Imagine building the same emotional architecture in a campaign.

What if, at the moment the emotional payload detonated, your players realised they were the architects of the very traps they’d been navigating all along?

This question has haunted me since I first closed the book and sat in stunned silence. Could you do this in a TTRPG? Could you write a campaign where the structure is part of the character’s psychological journey, not just the plot?

I believe you can. But not without intention.

It would take trust and players who care deeply about their characters and the campaign theme. It would take a GM willing to structure the campaign like a recursive coil, revealing not just story, but truth. Not just progression, but reflection.

But if it worked? It wouldn’t just be memorable; it would be transformational.

Laying the Trap in Reverse – A Teaser for the Table

You don’t need to clone Use of Weapons beat for beat — but the structure offers creative fire for GMs and writers. Below are a few fragments, glimpses of what’s possible when you turn time inside out:

  • The Blank Sheet: Players begin with nearly empty character sheets. Stats, sure — but no backstory, no traits, no bonds. Players earn these in reverse, and reveal them through dream-sequences, flashbacks, or metaphysical disturbances. What if you gained XP not by growing stronger, but by remembering who you really are?

  • The Shattered Timeline: Every few sessions, gameplay breaks from the present narrative and dives into the past. Not with exposition — with play. Characters relive formative moments without knowing why. A choice made in the past burns a city they later explore in ruins.

  • The Echoed Betrayal: The players discover in the present that an NPC companion they trust is someone they broke or created in the past. Their betrayal was inevitable.
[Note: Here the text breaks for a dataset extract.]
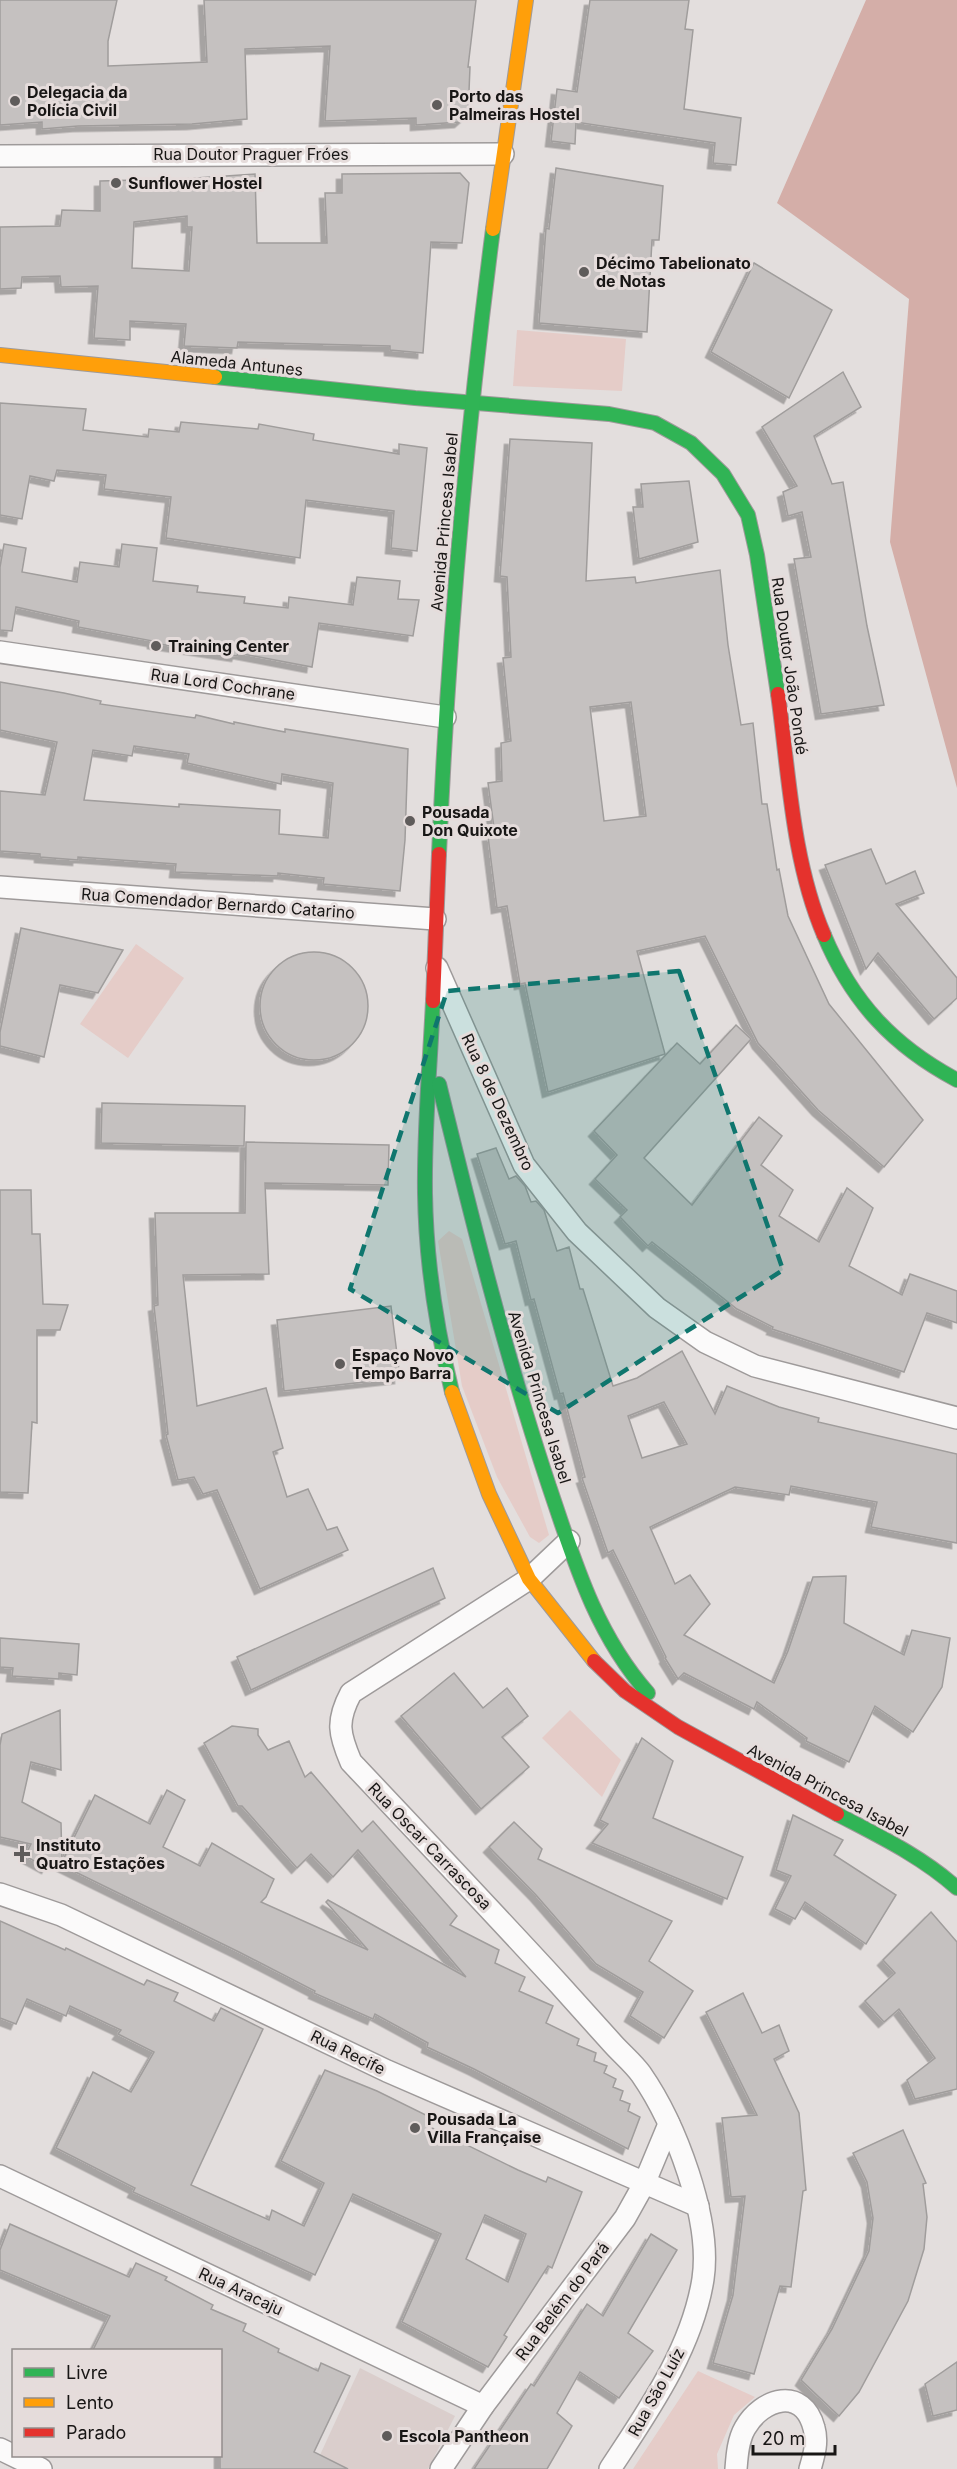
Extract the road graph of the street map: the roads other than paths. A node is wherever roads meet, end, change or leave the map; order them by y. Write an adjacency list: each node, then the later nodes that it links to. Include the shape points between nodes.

And worse, the players were the architects of it.

  • The Loop: The last scene of the campaign is the opening scene from session one — but this time, the players understand it. I played a Halloween one-shot called ‘The Children of Mourning’. The party ventured to a decrepit mansion on the edge of a haunted village to uncover why locals had vanished. As the game progressed, small surreal anomalies—the smell of ash, distant laughter, names no one remembers using—slowly unravelled the fabric of the mystery. It wasn’t until the last few minutes that the truth shattered everything: we were the missing villagers. Our characters had vanished into the mansion long ago, and had been circling through forgotten corridors ever since. They weren’t coming to the mystery—they were the mystery. Not a plot twist, but an awakening. All the clues pointed back to them. The horror wasn’t what happened to the villagers. The horror was who they had been.

Each of these is a door. Just one turn of the Möbius strip.

The full design? That’s a labyrinth we’ll map in a future post.

Structure as Soul

What Use of Weapons taught me, more than any writing manual ever has, is that form isn’t decorative. Form is the story. Structure when used with purpose becomes meaning. It becomes a character. It becomes a tragedy.

In my work on Echo Walkers, I’m leaning into this. Memory is a weapon. Time is pliable. Characters aren’t just defined by who they are — but by the ghosts of who they once were. Banks showed me that what a story is about and how it is told are inseparable.

And so, I return to the Tavern with questions:

  • What if a campaign were a spiral, not a line?

  • What if a character’s stats weren’t what defined them — but the slow remembering of why they fear the dark, why they won’t speak that name, why they never leave a comrade behind?

  • What if we built campaigns where the emotional impact isn’t just what happens next — but what has already happened, and we just don’t know it yet?

Banks didn’t just tell stories. He designed revelations.

And that’s what I want to chase.

What would you build backwards?

What story structures haunt you?

Have you ever played in, run, or written a campaign where time looped, memory fractured, or identity unraveled?

Did the ending change everything that came before?

Share your echoes — the ones that still whisper — in the comments, or join the conversation in The Black Dog Tavern. We’re not just telling stories. We’re designing ways to reveal them.

And who knows — the next campaign we write might be the one we’ve already forgotten.